== WHAT TO DO ==
What is needed is an exact copy of the data that follows.

━━ AVAILABLE DATA

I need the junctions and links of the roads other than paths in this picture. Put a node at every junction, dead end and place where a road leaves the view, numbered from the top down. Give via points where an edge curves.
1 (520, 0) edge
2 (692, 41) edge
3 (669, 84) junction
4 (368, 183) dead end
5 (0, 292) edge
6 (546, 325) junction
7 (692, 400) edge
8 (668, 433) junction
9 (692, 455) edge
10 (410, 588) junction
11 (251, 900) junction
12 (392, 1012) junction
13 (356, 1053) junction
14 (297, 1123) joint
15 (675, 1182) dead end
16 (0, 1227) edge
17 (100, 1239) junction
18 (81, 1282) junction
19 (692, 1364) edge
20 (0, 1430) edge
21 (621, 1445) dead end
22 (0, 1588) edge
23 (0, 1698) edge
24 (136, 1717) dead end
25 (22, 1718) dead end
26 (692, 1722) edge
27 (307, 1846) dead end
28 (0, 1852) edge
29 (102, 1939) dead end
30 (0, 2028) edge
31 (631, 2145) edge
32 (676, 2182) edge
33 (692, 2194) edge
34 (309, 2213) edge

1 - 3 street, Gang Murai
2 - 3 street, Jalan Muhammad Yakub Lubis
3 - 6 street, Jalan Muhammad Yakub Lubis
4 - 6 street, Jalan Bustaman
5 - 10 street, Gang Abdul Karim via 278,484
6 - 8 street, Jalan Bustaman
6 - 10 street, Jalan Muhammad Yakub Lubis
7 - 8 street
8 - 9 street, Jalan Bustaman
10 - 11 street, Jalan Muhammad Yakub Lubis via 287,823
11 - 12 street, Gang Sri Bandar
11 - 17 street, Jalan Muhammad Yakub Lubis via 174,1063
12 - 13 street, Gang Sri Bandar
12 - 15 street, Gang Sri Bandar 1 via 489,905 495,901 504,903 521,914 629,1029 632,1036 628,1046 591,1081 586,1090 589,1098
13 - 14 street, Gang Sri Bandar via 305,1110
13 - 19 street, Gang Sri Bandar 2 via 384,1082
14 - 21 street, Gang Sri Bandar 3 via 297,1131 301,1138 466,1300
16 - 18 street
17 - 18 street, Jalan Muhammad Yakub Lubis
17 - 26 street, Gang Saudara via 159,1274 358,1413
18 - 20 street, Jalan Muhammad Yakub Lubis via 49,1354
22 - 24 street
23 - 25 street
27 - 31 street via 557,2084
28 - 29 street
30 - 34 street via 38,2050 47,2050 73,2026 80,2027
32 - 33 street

━━━━

== ANSWER SPACE ==
I need the junctions and links of the roads other than paths in this picture. Put a node at every junction, dead end and place where a road leaves the view, numbered from the top down. Give via points where an edge curves.
1 (520, 0) edge
2 (692, 41) edge
3 (669, 84) junction
4 (368, 183) dead end
5 (0, 292) edge
6 (546, 325) junction
7 (692, 400) edge
8 (668, 433) junction
9 (692, 455) edge
10 (410, 588) junction
11 (251, 900) junction
12 (392, 1012) junction
13 (356, 1053) junction
14 (297, 1123) joint
15 (675, 1182) dead end
16 (0, 1227) edge
17 (100, 1239) junction
18 (81, 1282) junction
19 (692, 1364) edge
20 (0, 1430) edge
21 (621, 1445) dead end
22 (0, 1588) edge
23 (0, 1698) edge
24 (136, 1717) dead end
25 (22, 1718) dead end
26 (692, 1722) edge
27 (307, 1846) dead end
28 (0, 1852) edge
29 (102, 1939) dead end
30 (0, 2028) edge
31 (631, 2145) edge
32 (676, 2182) edge
33 (692, 2194) edge
34 (309, 2213) edge

1 - 3 street, Gang Murai
2 - 3 street, Jalan Muhammad Yakub Lubis
3 - 6 street, Jalan Muhammad Yakub Lubis
4 - 6 street, Jalan Bustaman
5 - 10 street, Gang Abdul Karim via 278,484
6 - 8 street, Jalan Bustaman
6 - 10 street, Jalan Muhammad Yakub Lubis
7 - 8 street
8 - 9 street, Jalan Bustaman
10 - 11 street, Jalan Muhammad Yakub Lubis via 287,823
11 - 12 street, Gang Sri Bandar
11 - 17 street, Jalan Muhammad Yakub Lubis via 174,1063
12 - 13 street, Gang Sri Bandar
12 - 15 street, Gang Sri Bandar 1 via 489,905 495,901 504,903 521,914 629,1029 632,1036 628,1046 591,1081 586,1090 589,1098
13 - 14 street, Gang Sri Bandar via 305,1110
13 - 19 street, Gang Sri Bandar 2 via 384,1082
14 - 21 street, Gang Sri Bandar 3 via 297,1131 301,1138 466,1300
16 - 18 street
17 - 18 street, Jalan Muhammad Yakub Lubis
17 - 26 street, Gang Saudara via 159,1274 358,1413
18 - 20 street, Jalan Muhammad Yakub Lubis via 49,1354
22 - 24 street
23 - 25 street
27 - 31 street via 557,2084
28 - 29 street
30 - 34 street via 38,2050 47,2050 73,2026 80,2027
32 - 33 street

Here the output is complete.